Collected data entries
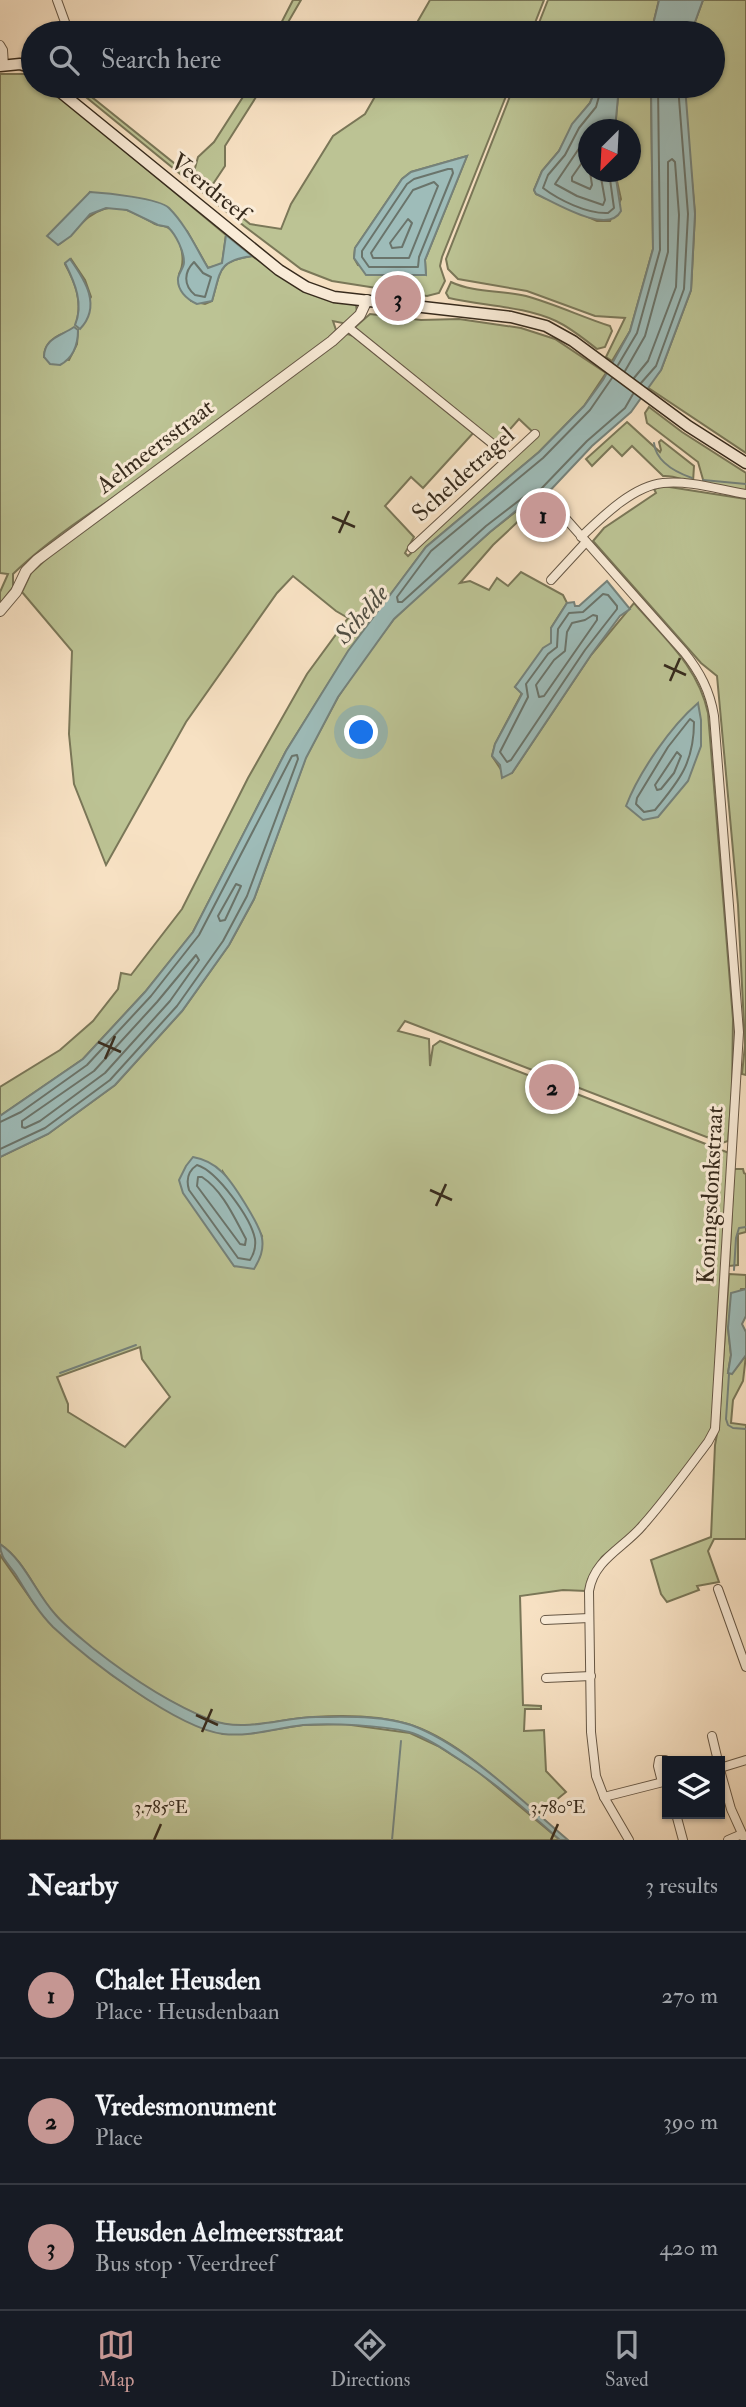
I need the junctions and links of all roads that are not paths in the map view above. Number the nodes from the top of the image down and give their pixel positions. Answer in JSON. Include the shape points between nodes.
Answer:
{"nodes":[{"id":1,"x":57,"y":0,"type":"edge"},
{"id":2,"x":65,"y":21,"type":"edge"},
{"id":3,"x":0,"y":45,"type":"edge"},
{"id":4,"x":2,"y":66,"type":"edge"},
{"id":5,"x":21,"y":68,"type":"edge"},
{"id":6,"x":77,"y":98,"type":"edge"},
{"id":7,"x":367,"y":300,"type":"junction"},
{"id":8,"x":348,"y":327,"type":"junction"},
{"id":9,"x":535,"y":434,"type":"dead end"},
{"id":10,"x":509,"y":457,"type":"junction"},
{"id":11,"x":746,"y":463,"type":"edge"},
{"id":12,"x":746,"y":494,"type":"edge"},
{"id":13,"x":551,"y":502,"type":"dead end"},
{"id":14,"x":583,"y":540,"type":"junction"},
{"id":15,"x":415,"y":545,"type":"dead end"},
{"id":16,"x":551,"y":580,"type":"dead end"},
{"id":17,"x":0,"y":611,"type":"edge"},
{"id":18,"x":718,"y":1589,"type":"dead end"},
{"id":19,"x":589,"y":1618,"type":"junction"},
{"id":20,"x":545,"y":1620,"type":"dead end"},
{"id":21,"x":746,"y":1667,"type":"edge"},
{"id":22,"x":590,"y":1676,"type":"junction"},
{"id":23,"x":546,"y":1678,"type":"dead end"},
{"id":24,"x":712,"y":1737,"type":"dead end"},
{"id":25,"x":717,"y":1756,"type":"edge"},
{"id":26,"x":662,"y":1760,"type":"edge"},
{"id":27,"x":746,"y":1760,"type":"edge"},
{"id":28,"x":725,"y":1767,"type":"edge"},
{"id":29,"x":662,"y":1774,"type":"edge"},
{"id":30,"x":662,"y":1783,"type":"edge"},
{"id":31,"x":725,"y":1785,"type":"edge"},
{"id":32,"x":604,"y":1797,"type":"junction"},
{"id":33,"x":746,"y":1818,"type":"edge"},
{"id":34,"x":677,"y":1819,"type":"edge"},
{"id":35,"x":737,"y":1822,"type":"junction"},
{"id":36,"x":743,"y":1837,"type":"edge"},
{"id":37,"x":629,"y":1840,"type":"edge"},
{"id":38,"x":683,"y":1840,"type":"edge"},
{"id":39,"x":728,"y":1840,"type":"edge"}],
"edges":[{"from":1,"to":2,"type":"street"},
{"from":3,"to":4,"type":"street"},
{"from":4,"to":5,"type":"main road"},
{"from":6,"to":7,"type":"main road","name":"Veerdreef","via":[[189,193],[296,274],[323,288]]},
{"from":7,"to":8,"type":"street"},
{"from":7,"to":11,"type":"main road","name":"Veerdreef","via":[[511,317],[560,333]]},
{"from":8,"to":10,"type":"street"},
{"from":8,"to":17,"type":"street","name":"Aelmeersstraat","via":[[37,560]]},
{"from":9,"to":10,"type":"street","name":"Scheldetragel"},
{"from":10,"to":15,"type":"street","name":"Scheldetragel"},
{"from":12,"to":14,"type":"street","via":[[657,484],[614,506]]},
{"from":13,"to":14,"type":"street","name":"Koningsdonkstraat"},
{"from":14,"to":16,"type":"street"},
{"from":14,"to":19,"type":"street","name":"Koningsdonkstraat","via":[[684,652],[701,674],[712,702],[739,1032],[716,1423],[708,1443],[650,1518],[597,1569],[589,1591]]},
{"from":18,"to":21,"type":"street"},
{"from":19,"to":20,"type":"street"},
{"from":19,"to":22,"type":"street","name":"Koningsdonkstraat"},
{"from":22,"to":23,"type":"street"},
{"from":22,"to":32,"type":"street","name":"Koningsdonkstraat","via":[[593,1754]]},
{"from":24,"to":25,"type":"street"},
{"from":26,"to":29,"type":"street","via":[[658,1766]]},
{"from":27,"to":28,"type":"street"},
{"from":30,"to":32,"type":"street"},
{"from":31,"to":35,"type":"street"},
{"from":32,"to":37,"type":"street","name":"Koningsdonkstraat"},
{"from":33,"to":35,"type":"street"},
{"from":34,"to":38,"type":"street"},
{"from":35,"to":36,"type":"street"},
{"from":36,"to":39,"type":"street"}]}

Exercise instructions
Leaving the images out, return every record exactly.

Task solution
I need the junctions and links of all roads that are not paths in the map view above. Number the nodes from the top of the image down and give their pixel positions. Answer in JSON. Include the shape points between nodes.
Answer:
{"nodes":[{"id":1,"x":57,"y":0,"type":"edge"},
{"id":2,"x":65,"y":21,"type":"edge"},
{"id":3,"x":0,"y":45,"type":"edge"},
{"id":4,"x":2,"y":66,"type":"edge"},
{"id":5,"x":21,"y":68,"type":"edge"},
{"id":6,"x":77,"y":98,"type":"edge"},
{"id":7,"x":367,"y":300,"type":"junction"},
{"id":8,"x":348,"y":327,"type":"junction"},
{"id":9,"x":535,"y":434,"type":"dead end"},
{"id":10,"x":509,"y":457,"type":"junction"},
{"id":11,"x":746,"y":463,"type":"edge"},
{"id":12,"x":746,"y":494,"type":"edge"},
{"id":13,"x":551,"y":502,"type":"dead end"},
{"id":14,"x":583,"y":540,"type":"junction"},
{"id":15,"x":415,"y":545,"type":"dead end"},
{"id":16,"x":551,"y":580,"type":"dead end"},
{"id":17,"x":0,"y":611,"type":"edge"},
{"id":18,"x":718,"y":1589,"type":"dead end"},
{"id":19,"x":589,"y":1618,"type":"junction"},
{"id":20,"x":545,"y":1620,"type":"dead end"},
{"id":21,"x":746,"y":1667,"type":"edge"},
{"id":22,"x":590,"y":1676,"type":"junction"},
{"id":23,"x":546,"y":1678,"type":"dead end"},
{"id":24,"x":712,"y":1737,"type":"dead end"},
{"id":25,"x":717,"y":1756,"type":"edge"},
{"id":26,"x":662,"y":1760,"type":"edge"},
{"id":27,"x":746,"y":1760,"type":"edge"},
{"id":28,"x":725,"y":1767,"type":"edge"},
{"id":29,"x":662,"y":1774,"type":"edge"},
{"id":30,"x":662,"y":1783,"type":"edge"},
{"id":31,"x":725,"y":1785,"type":"edge"},
{"id":32,"x":604,"y":1797,"type":"junction"},
{"id":33,"x":746,"y":1818,"type":"edge"},
{"id":34,"x":677,"y":1819,"type":"edge"},
{"id":35,"x":737,"y":1822,"type":"junction"},
{"id":36,"x":743,"y":1837,"type":"edge"},
{"id":37,"x":629,"y":1840,"type":"edge"},
{"id":38,"x":683,"y":1840,"type":"edge"},
{"id":39,"x":728,"y":1840,"type":"edge"}],
"edges":[{"from":1,"to":2,"type":"street"},
{"from":3,"to":4,"type":"street"},
{"from":4,"to":5,"type":"main road"},
{"from":6,"to":7,"type":"main road","name":"Veerdreef","via":[[189,193],[296,274],[323,288]]},
{"from":7,"to":8,"type":"street"},
{"from":7,"to":11,"type":"main road","name":"Veerdreef","via":[[511,317],[560,333]]},
{"from":8,"to":10,"type":"street"},
{"from":8,"to":17,"type":"street","name":"Aelmeersstraat","via":[[37,560]]},
{"from":9,"to":10,"type":"street","name":"Scheldetragel"},
{"from":10,"to":15,"type":"street","name":"Scheldetragel"},
{"from":12,"to":14,"type":"street","via":[[657,484],[614,506]]},
{"from":13,"to":14,"type":"street","name":"Koningsdonkstraat"},
{"from":14,"to":16,"type":"street"},
{"from":14,"to":19,"type":"street","name":"Koningsdonkstraat","via":[[684,652],[701,674],[712,702],[739,1032],[716,1423],[708,1443],[650,1518],[597,1569],[589,1591]]},
{"from":18,"to":21,"type":"street"},
{"from":19,"to":20,"type":"street"},
{"from":19,"to":22,"type":"street","name":"Koningsdonkstraat"},
{"from":22,"to":23,"type":"street"},
{"from":22,"to":32,"type":"street","name":"Koningsdonkstraat","via":[[593,1754]]},
{"from":24,"to":25,"type":"street"},
{"from":26,"to":29,"type":"street","via":[[658,1766]]},
{"from":27,"to":28,"type":"street"},
{"from":30,"to":32,"type":"street"},
{"from":31,"to":35,"type":"street"},
{"from":32,"to":37,"type":"street","name":"Koningsdonkstraat"},
{"from":33,"to":35,"type":"street"},
{"from":34,"to":38,"type":"street"},
{"from":35,"to":36,"type":"street"},
{"from":36,"to":39,"type":"street"}]}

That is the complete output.